On February 28, 1991, plaintiffs initiated an action at law by writ of summons against original defendants Erin Partners Ltd., Stephen A. Levin & Others, Martin Sweren, Erin Stuart Inc., Erin Corp. and The Erin Corporation. A complaint was filed against the named defendants on November 16, 1992. In July 1994, upon stipulation of the parties, the court ordered that defendants Erin Partners and The Erin Corporation be substituted for the original defendants, who were not the proper parties to the suit. On July 22,1994, plaintiffs filed an amended complaint. On June 2, 1995, defendants Erin Partners and The Erin Corporation filed an answer and new matter. On June 8, 1995, plaintiffs filed a reply to new matter.
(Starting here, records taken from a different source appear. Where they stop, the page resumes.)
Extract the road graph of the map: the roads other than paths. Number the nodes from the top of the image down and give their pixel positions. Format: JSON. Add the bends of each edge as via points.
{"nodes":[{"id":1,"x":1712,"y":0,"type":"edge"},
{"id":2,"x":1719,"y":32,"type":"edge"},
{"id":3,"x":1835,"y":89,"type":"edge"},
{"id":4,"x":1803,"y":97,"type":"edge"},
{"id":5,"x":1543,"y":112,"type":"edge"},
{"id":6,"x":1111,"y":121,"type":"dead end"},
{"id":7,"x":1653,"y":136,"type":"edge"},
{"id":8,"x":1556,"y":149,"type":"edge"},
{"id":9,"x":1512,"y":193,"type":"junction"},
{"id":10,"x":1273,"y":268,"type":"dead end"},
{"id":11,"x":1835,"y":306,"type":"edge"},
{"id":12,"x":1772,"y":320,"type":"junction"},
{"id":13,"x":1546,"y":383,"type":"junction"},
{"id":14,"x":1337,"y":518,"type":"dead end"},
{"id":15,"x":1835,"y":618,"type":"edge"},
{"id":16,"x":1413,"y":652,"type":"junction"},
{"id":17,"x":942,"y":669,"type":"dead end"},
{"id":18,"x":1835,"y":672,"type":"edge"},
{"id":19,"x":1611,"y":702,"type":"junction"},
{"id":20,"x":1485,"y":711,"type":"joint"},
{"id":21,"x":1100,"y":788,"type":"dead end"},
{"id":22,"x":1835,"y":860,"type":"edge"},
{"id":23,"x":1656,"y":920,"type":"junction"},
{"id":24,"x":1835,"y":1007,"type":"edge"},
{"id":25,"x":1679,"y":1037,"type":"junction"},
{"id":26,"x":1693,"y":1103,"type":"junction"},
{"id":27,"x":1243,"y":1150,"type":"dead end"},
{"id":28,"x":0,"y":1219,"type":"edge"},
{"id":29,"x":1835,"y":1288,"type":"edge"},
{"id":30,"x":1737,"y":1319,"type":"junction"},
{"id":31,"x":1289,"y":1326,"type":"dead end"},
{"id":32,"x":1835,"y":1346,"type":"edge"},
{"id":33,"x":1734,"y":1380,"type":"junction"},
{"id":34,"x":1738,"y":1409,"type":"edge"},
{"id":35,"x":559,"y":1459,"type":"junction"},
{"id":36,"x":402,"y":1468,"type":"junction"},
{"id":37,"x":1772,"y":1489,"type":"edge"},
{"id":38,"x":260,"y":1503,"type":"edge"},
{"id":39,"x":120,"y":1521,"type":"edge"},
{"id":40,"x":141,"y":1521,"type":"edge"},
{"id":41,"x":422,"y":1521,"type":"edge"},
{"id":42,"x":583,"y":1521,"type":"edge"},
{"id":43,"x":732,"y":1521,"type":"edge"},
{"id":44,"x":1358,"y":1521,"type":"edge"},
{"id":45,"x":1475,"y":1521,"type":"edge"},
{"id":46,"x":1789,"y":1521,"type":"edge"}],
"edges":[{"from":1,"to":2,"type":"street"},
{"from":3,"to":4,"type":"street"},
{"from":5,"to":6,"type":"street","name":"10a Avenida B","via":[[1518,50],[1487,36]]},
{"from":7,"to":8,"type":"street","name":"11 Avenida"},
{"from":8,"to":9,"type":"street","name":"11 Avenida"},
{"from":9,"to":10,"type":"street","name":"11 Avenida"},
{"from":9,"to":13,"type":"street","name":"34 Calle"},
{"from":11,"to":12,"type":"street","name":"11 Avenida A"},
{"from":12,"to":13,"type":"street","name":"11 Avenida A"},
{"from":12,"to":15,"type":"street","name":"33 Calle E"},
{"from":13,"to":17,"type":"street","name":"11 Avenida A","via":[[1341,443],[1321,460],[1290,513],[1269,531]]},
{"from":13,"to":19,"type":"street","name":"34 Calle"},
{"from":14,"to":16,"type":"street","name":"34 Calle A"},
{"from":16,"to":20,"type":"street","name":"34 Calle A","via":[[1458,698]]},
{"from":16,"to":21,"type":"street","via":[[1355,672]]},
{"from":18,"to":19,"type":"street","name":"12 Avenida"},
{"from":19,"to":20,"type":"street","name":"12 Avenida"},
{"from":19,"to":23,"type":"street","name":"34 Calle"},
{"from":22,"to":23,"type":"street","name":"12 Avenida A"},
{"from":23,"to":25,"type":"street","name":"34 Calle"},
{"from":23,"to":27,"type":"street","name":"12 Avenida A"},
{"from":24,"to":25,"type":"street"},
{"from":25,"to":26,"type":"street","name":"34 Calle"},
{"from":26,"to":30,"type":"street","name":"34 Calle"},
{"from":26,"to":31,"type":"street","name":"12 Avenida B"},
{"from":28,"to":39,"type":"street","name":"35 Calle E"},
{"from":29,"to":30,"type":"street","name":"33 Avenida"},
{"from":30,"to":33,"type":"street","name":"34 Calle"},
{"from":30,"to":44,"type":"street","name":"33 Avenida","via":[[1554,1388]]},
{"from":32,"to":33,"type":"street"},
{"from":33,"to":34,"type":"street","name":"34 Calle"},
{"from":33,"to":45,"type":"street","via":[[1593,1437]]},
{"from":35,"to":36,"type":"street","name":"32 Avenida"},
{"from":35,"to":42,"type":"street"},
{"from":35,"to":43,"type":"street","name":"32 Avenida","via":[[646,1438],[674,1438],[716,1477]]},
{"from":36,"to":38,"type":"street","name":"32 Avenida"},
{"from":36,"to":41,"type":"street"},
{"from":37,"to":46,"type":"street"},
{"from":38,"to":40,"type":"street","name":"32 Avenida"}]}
After extensive discovery, defendants filed a motion for summary judgment, which was argued before this court on September 9, 1998.
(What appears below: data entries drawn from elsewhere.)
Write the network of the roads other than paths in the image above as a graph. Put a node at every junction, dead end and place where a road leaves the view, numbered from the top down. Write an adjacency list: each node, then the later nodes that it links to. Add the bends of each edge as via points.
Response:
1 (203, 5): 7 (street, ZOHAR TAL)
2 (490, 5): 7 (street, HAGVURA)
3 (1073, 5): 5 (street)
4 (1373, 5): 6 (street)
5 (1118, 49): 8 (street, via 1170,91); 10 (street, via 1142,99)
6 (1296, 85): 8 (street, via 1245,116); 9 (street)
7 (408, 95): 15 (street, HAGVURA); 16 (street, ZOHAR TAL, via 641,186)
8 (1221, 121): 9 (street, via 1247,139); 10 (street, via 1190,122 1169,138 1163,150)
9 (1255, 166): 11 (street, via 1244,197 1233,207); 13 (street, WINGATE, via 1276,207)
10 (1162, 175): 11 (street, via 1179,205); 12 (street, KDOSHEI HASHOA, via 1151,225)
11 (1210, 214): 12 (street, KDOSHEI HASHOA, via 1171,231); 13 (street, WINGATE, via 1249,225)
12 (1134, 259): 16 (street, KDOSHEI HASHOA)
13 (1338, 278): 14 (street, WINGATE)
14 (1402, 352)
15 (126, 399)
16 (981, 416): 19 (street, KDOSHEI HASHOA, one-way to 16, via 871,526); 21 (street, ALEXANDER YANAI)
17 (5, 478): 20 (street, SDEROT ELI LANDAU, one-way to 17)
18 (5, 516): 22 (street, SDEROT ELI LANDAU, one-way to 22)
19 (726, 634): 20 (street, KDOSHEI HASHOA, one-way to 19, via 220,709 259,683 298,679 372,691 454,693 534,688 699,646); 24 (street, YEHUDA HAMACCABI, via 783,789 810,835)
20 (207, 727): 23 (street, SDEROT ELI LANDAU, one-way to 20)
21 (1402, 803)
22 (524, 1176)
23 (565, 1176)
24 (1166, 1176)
In their concise statement of matters complained of on appeal, appellants raise the following issues:

“(1) Plaintiffs complain that the court erred in granting defendants’ motion for summary judgment where the [184]*184evidence of record showed there are genuine issues of material fact.
“(2) Plaintiffs complain that the court erred in granting defendants’ motion for summary judgment where defendants failed to establish that there was no genuine issue of material fact whether The Erin Corporation, the company that built the warehouse where plaintiff was injured, created a dangerous condition on the premises, pursuant to its construction contract with the landowner Erin Partners, that caused plaintiff’s injuries.
“(3) Plaintiffs complain that the court erred in granting defendants’ motion for summary judgment where defendants failed to establish that there was no genuine issue of material fact whether plaintiff’s injuries were caused by a dangerous condition on a portion of the premises over which Erin Partners, the landlord of the premises on which plaintiff was injured, retained control.
“(4) Plaintiffs complain that the court erred in granting defendants’ motion for summary judgment where defendants failed to establish that there was no genuine issue of material fact whether plaintiff’s injuries were caused by a dangerous condition on a portion of the premises Erin Partners contracted, in its lease with plaintiff’s employer Wetterau Inc., to repair.
“(5) Plaintiffs complain that the court erred in granting defendants’ motion for summary judgment where defendants failed to establish that there was no genuine issue of material fact whether plaintiff’s injuries were caused by a dangerous condition on a portion of the premises over which Erin Partners undertook to repair by implication.
“(6) Plaintiffs complain that the court erred in granting defendants’ motion for summary judgment where defendants failed to establish that there was no genuine [185]*185issue of material fact whether plaintiff’s injuries were a foreseeable consequence of Erin Partners’ failure to fulfill its contractual obligation to construct the premises in accordance with good engineering and construction practices.
“(7) Plaintiffs complain that the court erred in granting defendants’ motion for summary judgment where the court relied solely on oral testimony presented by defendants in making its ruling.”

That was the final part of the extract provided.